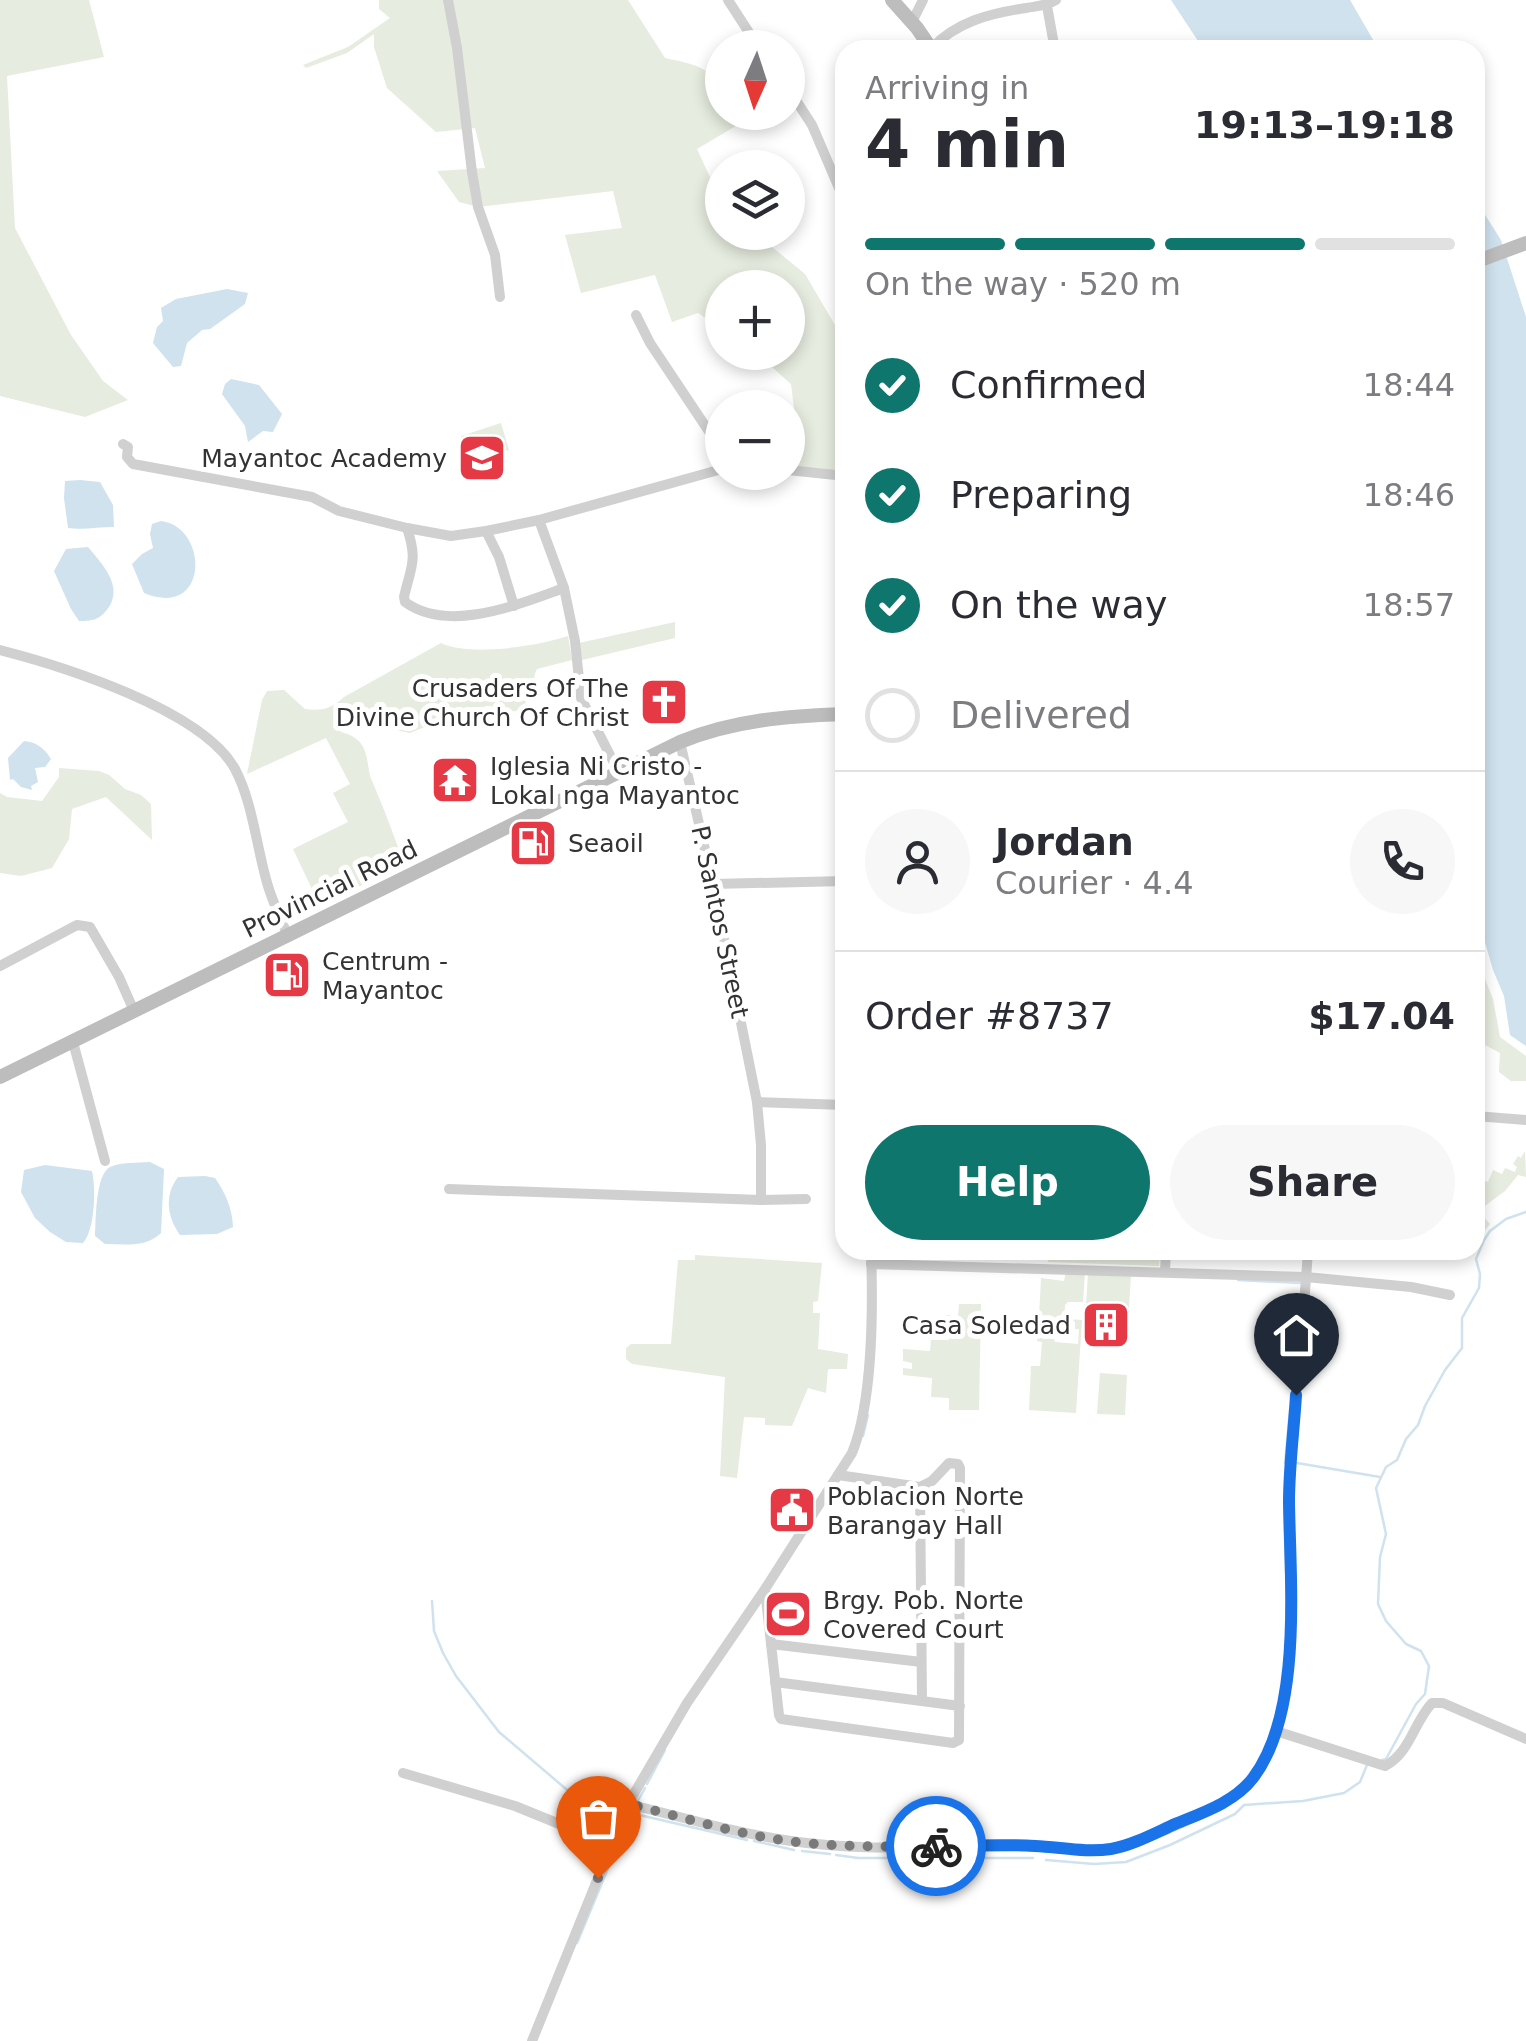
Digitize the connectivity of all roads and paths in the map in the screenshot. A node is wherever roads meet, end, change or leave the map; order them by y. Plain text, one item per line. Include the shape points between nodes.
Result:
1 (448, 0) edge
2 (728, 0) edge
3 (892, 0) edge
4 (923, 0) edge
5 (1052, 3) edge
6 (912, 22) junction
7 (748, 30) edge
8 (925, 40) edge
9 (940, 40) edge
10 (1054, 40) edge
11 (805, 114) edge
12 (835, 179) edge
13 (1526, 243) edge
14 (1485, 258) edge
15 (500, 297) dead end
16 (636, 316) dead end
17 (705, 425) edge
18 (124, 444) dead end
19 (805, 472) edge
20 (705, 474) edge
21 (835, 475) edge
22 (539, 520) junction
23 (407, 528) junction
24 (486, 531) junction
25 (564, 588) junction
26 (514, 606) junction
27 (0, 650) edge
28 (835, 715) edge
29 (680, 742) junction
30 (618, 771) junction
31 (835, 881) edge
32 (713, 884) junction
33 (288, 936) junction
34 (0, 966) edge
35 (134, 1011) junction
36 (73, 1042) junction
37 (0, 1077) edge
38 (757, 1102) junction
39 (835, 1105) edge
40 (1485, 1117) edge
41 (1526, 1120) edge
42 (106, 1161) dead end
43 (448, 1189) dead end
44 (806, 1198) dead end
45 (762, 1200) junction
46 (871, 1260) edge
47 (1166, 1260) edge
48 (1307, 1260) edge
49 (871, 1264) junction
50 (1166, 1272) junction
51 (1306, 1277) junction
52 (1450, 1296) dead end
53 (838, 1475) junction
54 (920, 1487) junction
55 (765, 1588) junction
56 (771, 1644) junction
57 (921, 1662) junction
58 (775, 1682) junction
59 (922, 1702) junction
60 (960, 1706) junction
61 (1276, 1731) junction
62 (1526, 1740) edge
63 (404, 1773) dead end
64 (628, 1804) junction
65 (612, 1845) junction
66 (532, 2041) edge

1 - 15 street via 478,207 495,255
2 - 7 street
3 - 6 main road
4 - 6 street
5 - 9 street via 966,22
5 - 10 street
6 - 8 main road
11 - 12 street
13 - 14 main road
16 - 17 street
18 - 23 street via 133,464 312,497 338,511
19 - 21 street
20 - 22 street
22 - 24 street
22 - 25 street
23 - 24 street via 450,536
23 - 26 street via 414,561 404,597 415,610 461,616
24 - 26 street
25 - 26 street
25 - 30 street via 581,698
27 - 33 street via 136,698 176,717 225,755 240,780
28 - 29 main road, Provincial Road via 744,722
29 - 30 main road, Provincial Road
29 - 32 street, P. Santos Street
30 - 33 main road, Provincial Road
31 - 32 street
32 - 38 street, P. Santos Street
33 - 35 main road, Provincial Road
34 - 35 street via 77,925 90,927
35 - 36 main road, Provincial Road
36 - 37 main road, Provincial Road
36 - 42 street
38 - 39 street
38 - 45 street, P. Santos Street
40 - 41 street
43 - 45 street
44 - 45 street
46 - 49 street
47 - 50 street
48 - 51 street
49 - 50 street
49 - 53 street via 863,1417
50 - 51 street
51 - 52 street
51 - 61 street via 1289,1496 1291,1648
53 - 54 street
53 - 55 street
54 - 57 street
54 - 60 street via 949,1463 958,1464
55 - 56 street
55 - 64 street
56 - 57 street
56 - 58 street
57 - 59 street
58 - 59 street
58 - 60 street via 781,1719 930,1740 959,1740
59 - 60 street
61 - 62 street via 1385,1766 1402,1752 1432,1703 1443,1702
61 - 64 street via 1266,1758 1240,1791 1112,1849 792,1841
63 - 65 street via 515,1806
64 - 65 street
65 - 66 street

Exercise directions :: Each line of the entries above that has the word "main" is to be copied.

Result of the task ::
3 - 6 main road
6 - 8 main road
13 - 14 main road
28 - 29 main road, Provincial Road via 744,722
29 - 30 main road, Provincial Road
30 - 33 main road, Provincial Road
33 - 35 main road, Provincial Road
35 - 36 main road, Provincial Road
36 - 37 main road, Provincial Road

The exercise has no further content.